Real-Time Monitoring

Real-time information using a 4-20 mA control signal allows the facilities operator to interpret the corrosion status. The operator can evaluate historical corrosion rates to current rates and quickly determine changes in water quality, chemical changes and inhibitor performance. As expected, all these situations can affect pipeline corrosion and each can be more efficiently monitored and controlled with the help of this corrosion monitoring system. Furthermore, using real-time data the plant operator can plan for replacement of suspect equipment as part of a predictive maintenance schedule.

This instrument allows the user to monitor general corrosion or localized corrosion. It's localized corrosion that can be especially dangerous if not detected at an early stage. Corrosion of this type can perforate a pipe very quickly but, with early intervention, it can be neutralized.
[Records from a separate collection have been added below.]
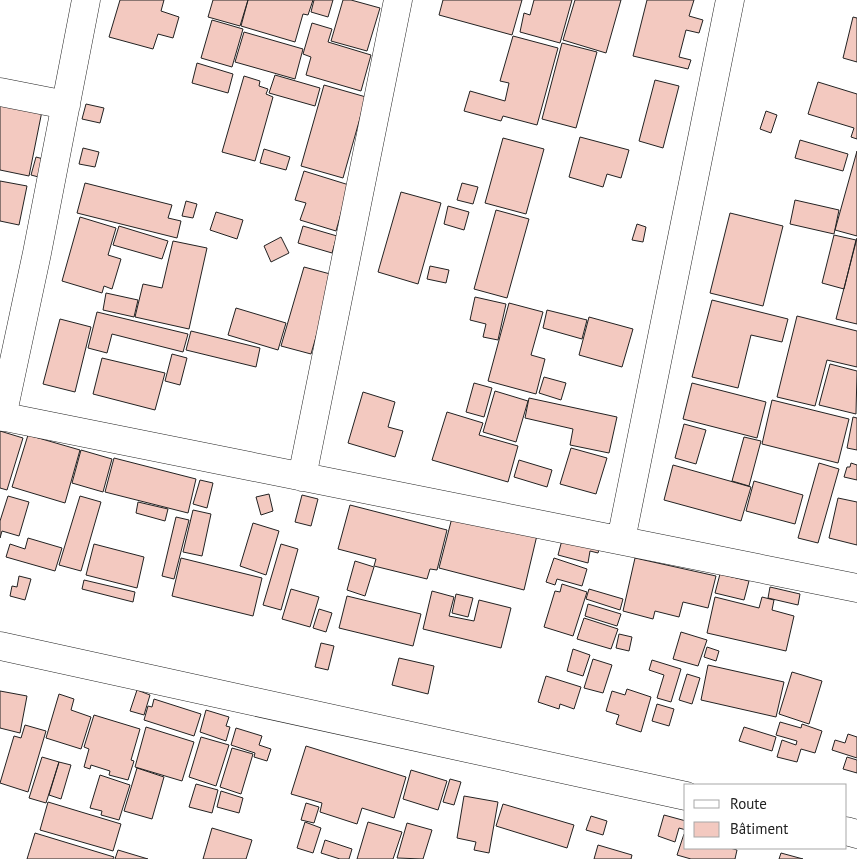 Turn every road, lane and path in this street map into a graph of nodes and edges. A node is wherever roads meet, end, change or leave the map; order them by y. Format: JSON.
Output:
{"nodes":[{"id":1,"x":86,"y":0,"type":"edge"},
{"id":2,"x":398,"y":0,"type":"edge"},
{"id":3,"x":730,"y":0,"type":"edge"},
{"id":4,"x":0,"y":92,"type":"edge"},
{"id":5,"x":66,"y":105,"type":"junction"},
{"id":6,"x":1,"y":417,"type":"edge"},
{"id":7,"x":302,"y":477,"type":"junction"},
{"id":8,"x":621,"y":540,"type":"junction"},
{"id":9,"x":857,"y":588,"type":"edge"},
{"id":10,"x":0,"y":646,"type":"edge"},
{"id":11,"x":684,"y":796,"type":"edge"}],
"edges":[{"from":1,"to":5,"type":"street"},
{"from":2,"to":7,"type":"street"},
{"from":3,"to":8,"type":"street"},
{"from":4,"to":5,"type":"street"},
{"from":5,"to":6,"type":"street"},
{"from":6,"to":7,"type":"street"},
{"from":7,"to":8,"type":"street"},
{"from":8,"to":9,"type":"street"},
{"from":10,"to":11,"type":"street"}]}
For the first time, both general and localized corrosion can be monitored on-line and in real-time rather than in a historical "after-the-fact" method that misses the possibility of a process-corrosion correlation.

Rather than determining corrosion occurrence over a period of time using an outdated technique, corrosion can now be monitored like any other process variable (i.e., pressure, flow, level, temperature, pH) by the plant operator or control systems engineer using the existing human-machine interface (HMI).

This new technology operates better than any other monitoring device since it's capable of detecting both types of corrosion. This is critical since in some situations the general corrosion rate may be low, but localized pitting may result in high rates of attack and unexpected perforation in a pipe. This real-time data allows for a rapid and clear understanding of corrosion.

Why is real-time corrosion data important? With U.S. productivity at an all-time high, plant assets are working harder and longer than ever before, so the reliability of the process (up-time) is critical to bottom line profitability and employee safety. Corrosion has a clear and direct relationship to system reliability. An on-line tool such as this makes it easy for plant operators to choose over less accurate off-line measurements of temperature, level or pressure. The same is now true for corrosion. A real-time corrosion measurement can be used as an evaluation tool of system integrity and asset damage just like temperature, level and pressure are used for some of the very same reasons. The process data accumulated by the distributed control system (DCS) and programmable logic controller (PLC) system are typically displayed "real-time" on monitors in a control room. What would a process engineer do if the data were delayed by an hour or a month?

One can see clearly from these illustrations (see Figures 3&4) that online variables are extremely important to any process. It's impossible to imagine a facility operating in an off-line methodology for the basic process variables of pressure, level and temperature; therefore, it's only reasonable to imagine the need for on-line corrosion information in this manner as well. Dangers related to run-away reaction, over-flow conditions or corroded pipes are too valuable to allow them to be evaluated in an off-line method. IWW

Advantages of Corrosion Transmitter Technology

• Takes corrosion out of the laboratory and into the control roomz
• Lowers the risk of equipment failures
• Minimizes unplanned downtime
• Reduces ownership cost
• Easy to integrate into existing system
• Optimize equipment utilization
• Simple to connect, install and operate
• Suitable for new or existing installations
• Suitable for aqueous solutions as low as 1% water and vapor applications
• CSA certified for the United States and Canada
• Available in standard, nonincendive
(i.e., for Class I, Division 2 hazardous locations)and intrinsically safe versions
• Easily configured via HART or PACTware

About the Author: David Hohenstein is a department manager for Pepperl+Fuchs, of Twinsburg, OH. Pepperl+Fuchs manufacturers products for the process industry, including fieldbus equipment, intrinsic safety barriers, HART interface products, redundant power supplies, on-line corrosion monitoring transmitters and purge/pressurization systems. Hohenstein can be reached at 330-486-0002 or [email protected]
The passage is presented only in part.